INFORMATION SHOWN >>
——
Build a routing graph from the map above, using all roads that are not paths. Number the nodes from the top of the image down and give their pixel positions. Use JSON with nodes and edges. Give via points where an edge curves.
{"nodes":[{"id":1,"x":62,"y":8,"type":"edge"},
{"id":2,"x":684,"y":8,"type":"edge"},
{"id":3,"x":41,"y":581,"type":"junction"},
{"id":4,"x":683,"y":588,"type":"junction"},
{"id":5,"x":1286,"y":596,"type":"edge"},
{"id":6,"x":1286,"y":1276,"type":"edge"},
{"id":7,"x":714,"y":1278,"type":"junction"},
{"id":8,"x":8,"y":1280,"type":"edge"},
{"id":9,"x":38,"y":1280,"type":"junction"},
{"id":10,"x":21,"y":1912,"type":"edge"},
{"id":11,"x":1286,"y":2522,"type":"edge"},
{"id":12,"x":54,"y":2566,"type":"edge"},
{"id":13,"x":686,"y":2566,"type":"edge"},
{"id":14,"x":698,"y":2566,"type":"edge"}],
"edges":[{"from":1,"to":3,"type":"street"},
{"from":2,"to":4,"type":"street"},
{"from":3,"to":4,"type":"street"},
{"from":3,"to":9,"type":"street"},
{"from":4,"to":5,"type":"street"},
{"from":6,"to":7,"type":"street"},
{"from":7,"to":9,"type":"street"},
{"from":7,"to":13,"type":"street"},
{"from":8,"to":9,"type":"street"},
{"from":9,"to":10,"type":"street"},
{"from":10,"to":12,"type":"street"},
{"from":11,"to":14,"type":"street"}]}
——
WHAT IS BEING ASKED >> Reproduce the listing above character for character.

EXPECTED OUTPUT >>
Build a routing graph from the map above, using all roads that are not paths. Number the nodes from the top of the image down and give their pixel positions. Use JSON with nodes and edges. Give via points where an edge curves.
{"nodes":[{"id":1,"x":62,"y":8,"type":"edge"},
{"id":2,"x":684,"y":8,"type":"edge"},
{"id":3,"x":41,"y":581,"type":"junction"},
{"id":4,"x":683,"y":588,"type":"junction"},
{"id":5,"x":1286,"y":596,"type":"edge"},
{"id":6,"x":1286,"y":1276,"type":"edge"},
{"id":7,"x":714,"y":1278,"type":"junction"},
{"id":8,"x":8,"y":1280,"type":"edge"},
{"id":9,"x":38,"y":1280,"type":"junction"},
{"id":10,"x":21,"y":1912,"type":"edge"},
{"id":11,"x":1286,"y":2522,"type":"edge"},
{"id":12,"x":54,"y":2566,"type":"edge"},
{"id":13,"x":686,"y":2566,"type":"edge"},
{"id":14,"x":698,"y":2566,"type":"edge"}],
"edges":[{"from":1,"to":3,"type":"street"},
{"from":2,"to":4,"type":"street"},
{"from":3,"to":4,"type":"street"},
{"from":3,"to":9,"type":"street"},
{"from":4,"to":5,"type":"street"},
{"from":6,"to":7,"type":"street"},
{"from":7,"to":9,"type":"street"},
{"from":7,"to":13,"type":"street"},
{"from":8,"to":9,"type":"street"},
{"from":9,"to":10,"type":"street"},
{"from":10,"to":12,"type":"street"},
{"from":11,"to":14,"type":"street"}]}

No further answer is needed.